* [WORK ORDER] Give the entries again exactly as they appear, but without the images.

[Data extracted from a collection]
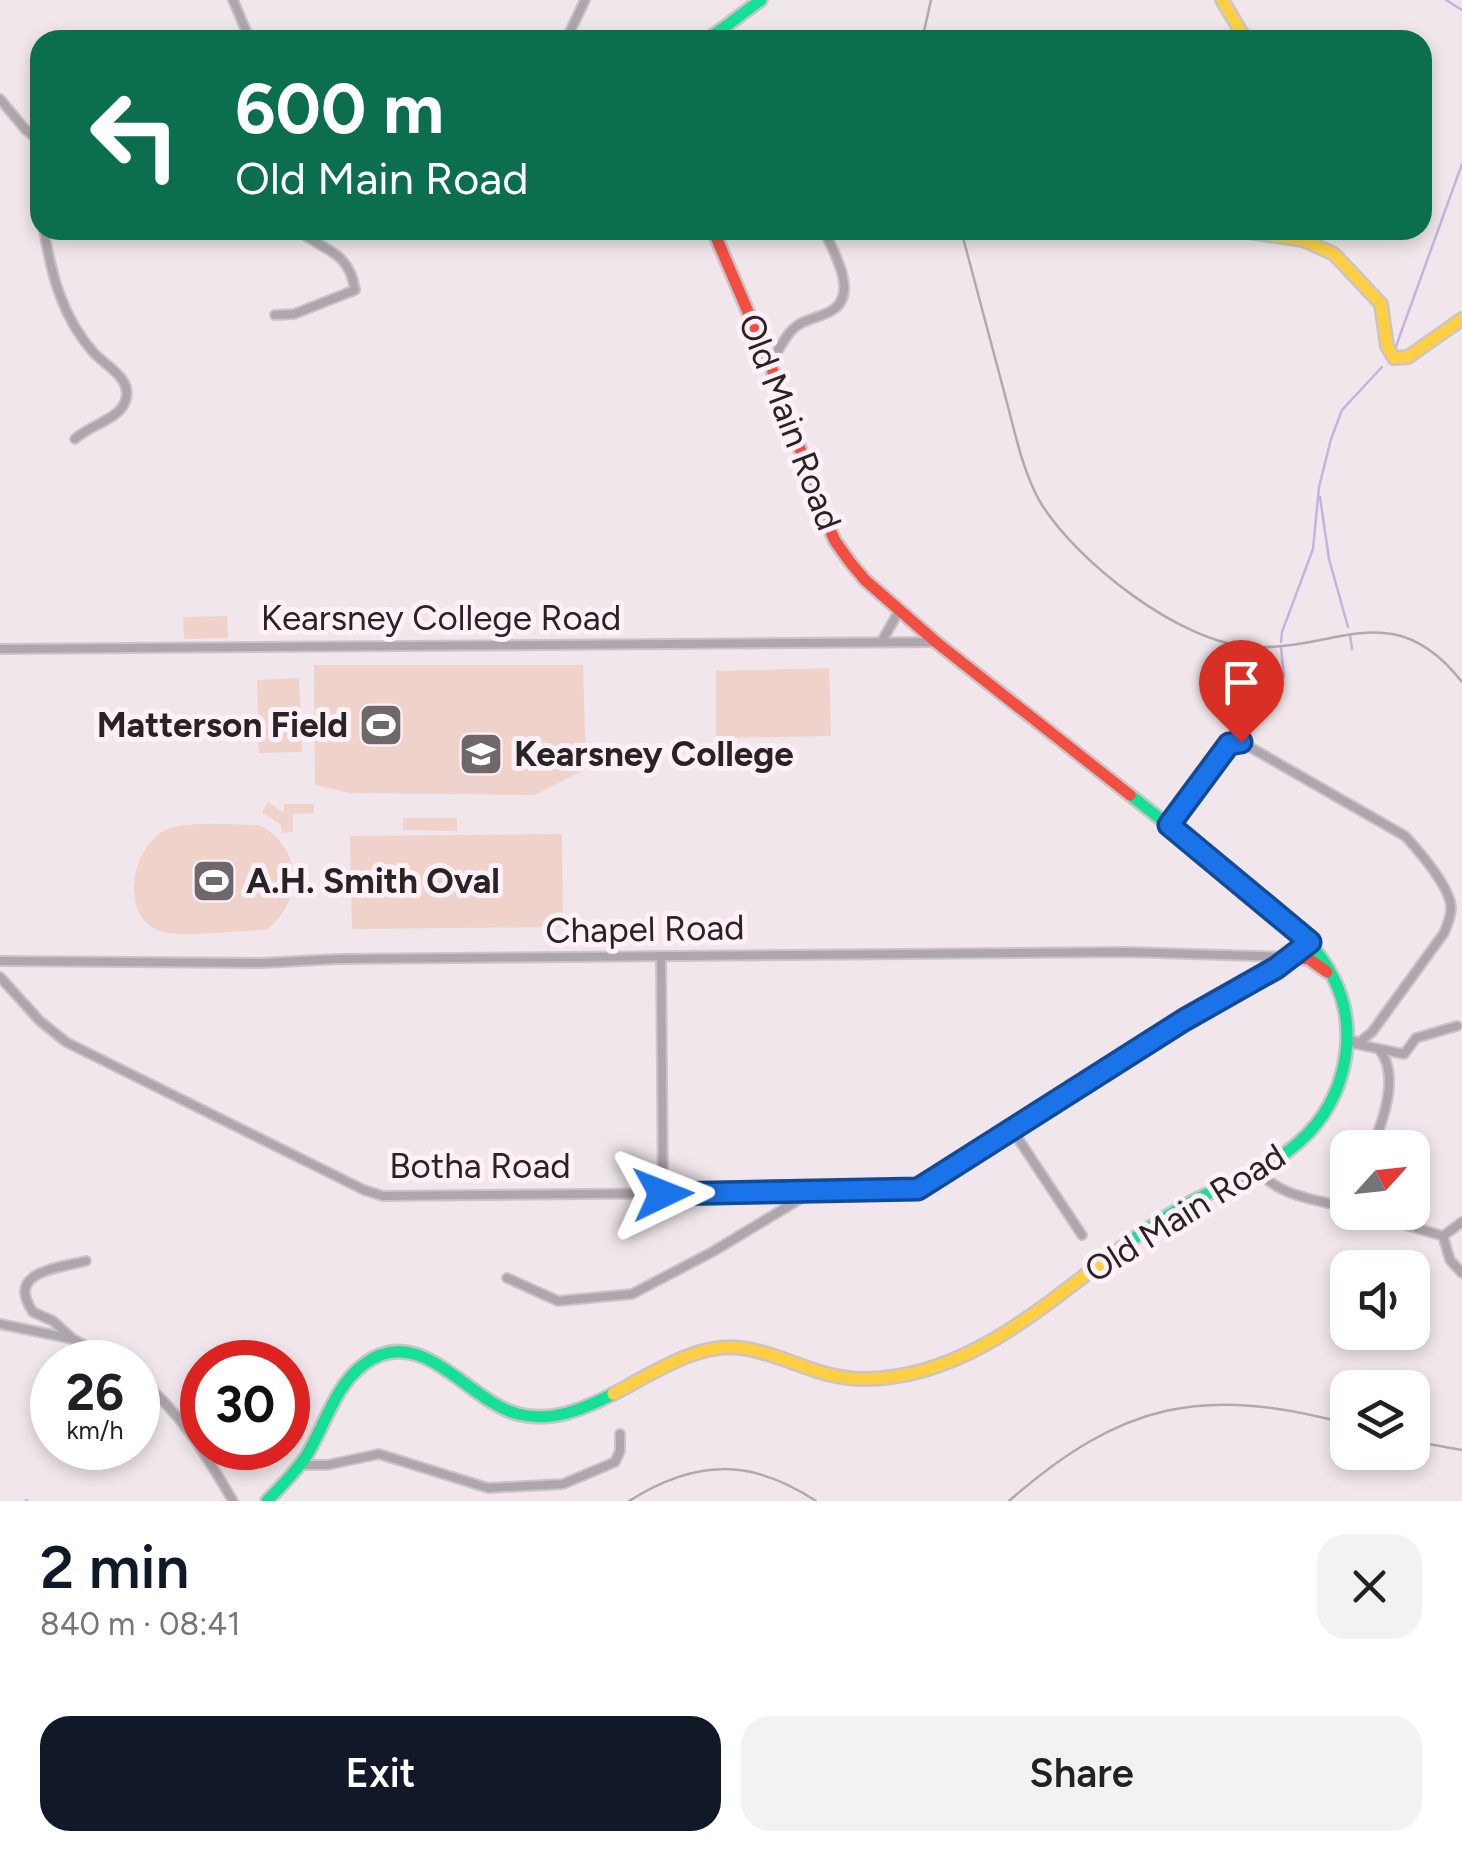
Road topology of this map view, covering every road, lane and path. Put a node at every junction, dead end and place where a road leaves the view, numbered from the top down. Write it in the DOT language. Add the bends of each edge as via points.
graph roads {
  1 [pos="233,0"];
  2 [pos="585,0"];
  3 [pos="761,0"];
  4 [pos="1222,0"];
  5 [pos="246,30"];
  6 [pos="571,30"];
  7 [pos="721,30"];
  8 [pos="1240,30"];
  9 [pos="0,100"];
  10 [pos="30,134"];
  11 [pos="46,240"];
  12 [pos="314,240"];
  13 [pos="717,240"];
  14 [pos="828,240"];
  15 [pos="1305,240"];
  16 [pos="276,314"];
  17 [pos="1462,318"];
  18 [pos="769,361"];
  19 [pos="75,439"];
  20 [pos="899,610"];
  21 [pos="882,641"];
  22 [pos="936,642"];
  23 [pos="0,649"];
  24 [pos="1169,825"];
  25 [pos="1310,942"];
  26 [pos="662,956"];
  27 [pos="1290,957"];
  28 [pos="0,961"];
  29 [pos="0,977"];
  30 [pos="1339,987"];
  31 [pos="1457,1026"];
  32 [pos="1348,1040"];
  33 [pos="1381,1052"];
  34 [pos="1013,1130"];
  35 [pos="1379,1130"];
  36 [pos="1258,1168"];
  37 [pos="813,1191"];
  38 [pos="663,1194"];
  39 [pos="1330,1203"];
  40 [pos="1462,1222"];
  41 [pos="1423,1230"];
  42 [pos="1082,1235"];
  43 [pos="1443,1236"];
  44 [pos="86,1261"];
  45 [pos="1462,1273"];
  46 [pos="506,1278"];
  47 [pos="0,1324"];
  48 [pos="73,1339"];
  49 [pos="160,1396"];
  50 [pos="620,1434"];
  51 [pos="310,1447"];
  52 [pos="310,1464"];
  53 [pos="294,1470"];
  54 [pos="232,1501"];
  55 [pos="266,1501"];
  1 -- 5 [label="street"];
  2 -- 6 [label="street"];
  3 -- 7 [label="main road"];
  4 -- 8 [label="main road"];
  9 -- 10 [label="street"];
  11 -- 19 [label="street" via="68,315 128,392 121,410"];
  12 -- 16 [label="street" via="337,254 355,290 294,314"];
  13 -- 18 [label="main road, Old Main Road"];
  14 -- 18 [label="street" via="844,285 841,302 795,327"];
  15 -- 17 [label="main road" via="1335,254 1381,304 1394,358 1408,357"];
  18 -- 20 [label="main road, Old Main Road" via="835,541"];
  20 -- 21 [label="street"];
  20 -- 22 [label="main road, Old Main Road"];
  21 -- 22 [label="street, Kearsney College Road"];
  21 -- 23 [label="street, Kearsney College Road"];
  22 -- 24 [label="main road, Old Main Road"];
  24 -- 25 [label="main road, Old Main Road"];
  24 -- 32 [label="street" via="1229,744 1241,742 1419,850 1449,898 1444,933 1372,1032 1360,1042"];
  25 -- 27 [label="street, Botha Road"];
  25 -- 30 [label="main road, Old Main Road"];
  26 -- 27 [label="street, Chapel Road"];
  26 -- 28 [label="street, Chapel Road"];
  26 -- 38 [label="street"];
  27 -- 30 [label="main road" via="1316,962"];
  27 -- 34 [label="street, Botha Road"];
  29 -- 38 [label="street, Botha Road" via="66,1042 376,1195"];
  30 -- 32 [label="main road, Old Main Road"];
  31 -- 33 [label="street" via="1416,1038 1404,1054"];
  32 -- 33 [label="street"];
  32 -- 36 [label="main road, Old Main Road" via="1339,1086 1322,1117 1293,1148"];
  33 -- 35 [label="street" via="1387,1063 1386,1110"];
  34 -- 37 [label="street, Botha Road" via="918,1189"];
  34 -- 42 [label="street"];
  36 -- 39 [label="street" via="1280,1188"];
  36 -- 51 [label="main road, Old Main Road" via="1184,1206 973,1352 920,1372 842,1379 752,1350 716,1348 576,1411 532,1416 486,1402 429,1359 391,1352 352,1374"];
  37 -- 38 [label="street, Botha Road"];
  37 -- 46 [label="street" via="632,1294 558,1300"];
  40 -- 43 [label="street"];
  41 -- 43 [label="street"];
  43 -- 45 [label="street"];
  44 -- 48 [label="street" via="38,1274 24,1290 32,1312"];
  47 -- 48 [label="street"];
  49 -- 54 [label="street"];
  50 -- 52 [label="street" via="616,1462 562,1484 478,1487 378,1454"];
  53 -- 55 [label="main road, Old Main Road"];
}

* [REPLY TO THE EXERCISE]
Road topology of this map view, covering every road, lane and path. Put a node at every junction, dead end and place where a road leaves the view, numbered from the top down. Write it in the DOT language. Add the bends of each edge as via points.
graph roads {
  1 [pos="233,0"];
  2 [pos="585,0"];
  3 [pos="761,0"];
  4 [pos="1222,0"];
  5 [pos="246,30"];
  6 [pos="571,30"];
  7 [pos="721,30"];
  8 [pos="1240,30"];
  9 [pos="0,100"];
  10 [pos="30,134"];
  11 [pos="46,240"];
  12 [pos="314,240"];
  13 [pos="717,240"];
  14 [pos="828,240"];
  15 [pos="1305,240"];
  16 [pos="276,314"];
  17 [pos="1462,318"];
  18 [pos="769,361"];
  19 [pos="75,439"];
  20 [pos="899,610"];
  21 [pos="882,641"];
  22 [pos="936,642"];
  23 [pos="0,649"];
  24 [pos="1169,825"];
  25 [pos="1310,942"];
  26 [pos="662,956"];
  27 [pos="1290,957"];
  28 [pos="0,961"];
  29 [pos="0,977"];
  30 [pos="1339,987"];
  31 [pos="1457,1026"];
  32 [pos="1348,1040"];
  33 [pos="1381,1052"];
  34 [pos="1013,1130"];
  35 [pos="1379,1130"];
  36 [pos="1258,1168"];
  37 [pos="813,1191"];
  38 [pos="663,1194"];
  39 [pos="1330,1203"];
  40 [pos="1462,1222"];
  41 [pos="1423,1230"];
  42 [pos="1082,1235"];
  43 [pos="1443,1236"];
  44 [pos="86,1261"];
  45 [pos="1462,1273"];
  46 [pos="506,1278"];
  47 [pos="0,1324"];
  48 [pos="73,1339"];
  49 [pos="160,1396"];
  50 [pos="620,1434"];
  51 [pos="310,1447"];
  52 [pos="310,1464"];
  53 [pos="294,1470"];
  54 [pos="232,1501"];
  55 [pos="266,1501"];
  1 -- 5 [label="street"];
  2 -- 6 [label="street"];
  3 -- 7 [label="main road"];
  4 -- 8 [label="main road"];
  9 -- 10 [label="street"];
  11 -- 19 [label="street" via="68,315 128,392 121,410"];
  12 -- 16 [label="street" via="337,254 355,290 294,314"];
  13 -- 18 [label="main road, Old Main Road"];
  14 -- 18 [label="street" via="844,285 841,302 795,327"];
  15 -- 17 [label="main road" via="1335,254 1381,304 1394,358 1408,357"];
  18 -- 20 [label="main road, Old Main Road" via="835,541"];
  20 -- 21 [label="street"];
  20 -- 22 [label="main road, Old Main Road"];
  21 -- 22 [label="street, Kearsney College Road"];
  21 -- 23 [label="street, Kearsney College Road"];
  22 -- 24 [label="main road, Old Main Road"];
  24 -- 25 [label="main road, Old Main Road"];
  24 -- 32 [label="street" via="1229,744 1241,742 1419,850 1449,898 1444,933 1372,1032 1360,1042"];
  25 -- 27 [label="street, Botha Road"];
  25 -- 30 [label="main road, Old Main Road"];
  26 -- 27 [label="street, Chapel Road"];
  26 -- 28 [label="street, Chapel Road"];
  26 -- 38 [label="street"];
  27 -- 30 [label="main road" via="1316,962"];
  27 -- 34 [label="street, Botha Road"];
  29 -- 38 [label="street, Botha Road" via="66,1042 376,1195"];
  30 -- 32 [label="main road, Old Main Road"];
  31 -- 33 [label="street" via="1416,1038 1404,1054"];
  32 -- 33 [label="street"];
  32 -- 36 [label="main road, Old Main Road" via="1339,1086 1322,1117 1293,1148"];
  33 -- 35 [label="street" via="1387,1063 1386,1110"];
  34 -- 37 [label="street, Botha Road" via="918,1189"];
  34 -- 42 [label="street"];
  36 -- 39 [label="street" via="1280,1188"];
  36 -- 51 [label="main road, Old Main Road" via="1184,1206 973,1352 920,1372 842,1379 752,1350 716,1348 576,1411 532,1416 486,1402 429,1359 391,1352 352,1374"];
  37 -- 38 [label="street, Botha Road"];
  37 -- 46 [label="street" via="632,1294 558,1300"];
  40 -- 43 [label="street"];
  41 -- 43 [label="street"];
  43 -- 45 [label="street"];
  44 -- 48 [label="street" via="38,1274 24,1290 32,1312"];
  47 -- 48 [label="street"];
  49 -- 54 [label="street"];
  50 -- 52 [label="street" via="616,1462 562,1484 478,1487 378,1454"];
  53 -- 55 [label="main road, Old Main Road"];
}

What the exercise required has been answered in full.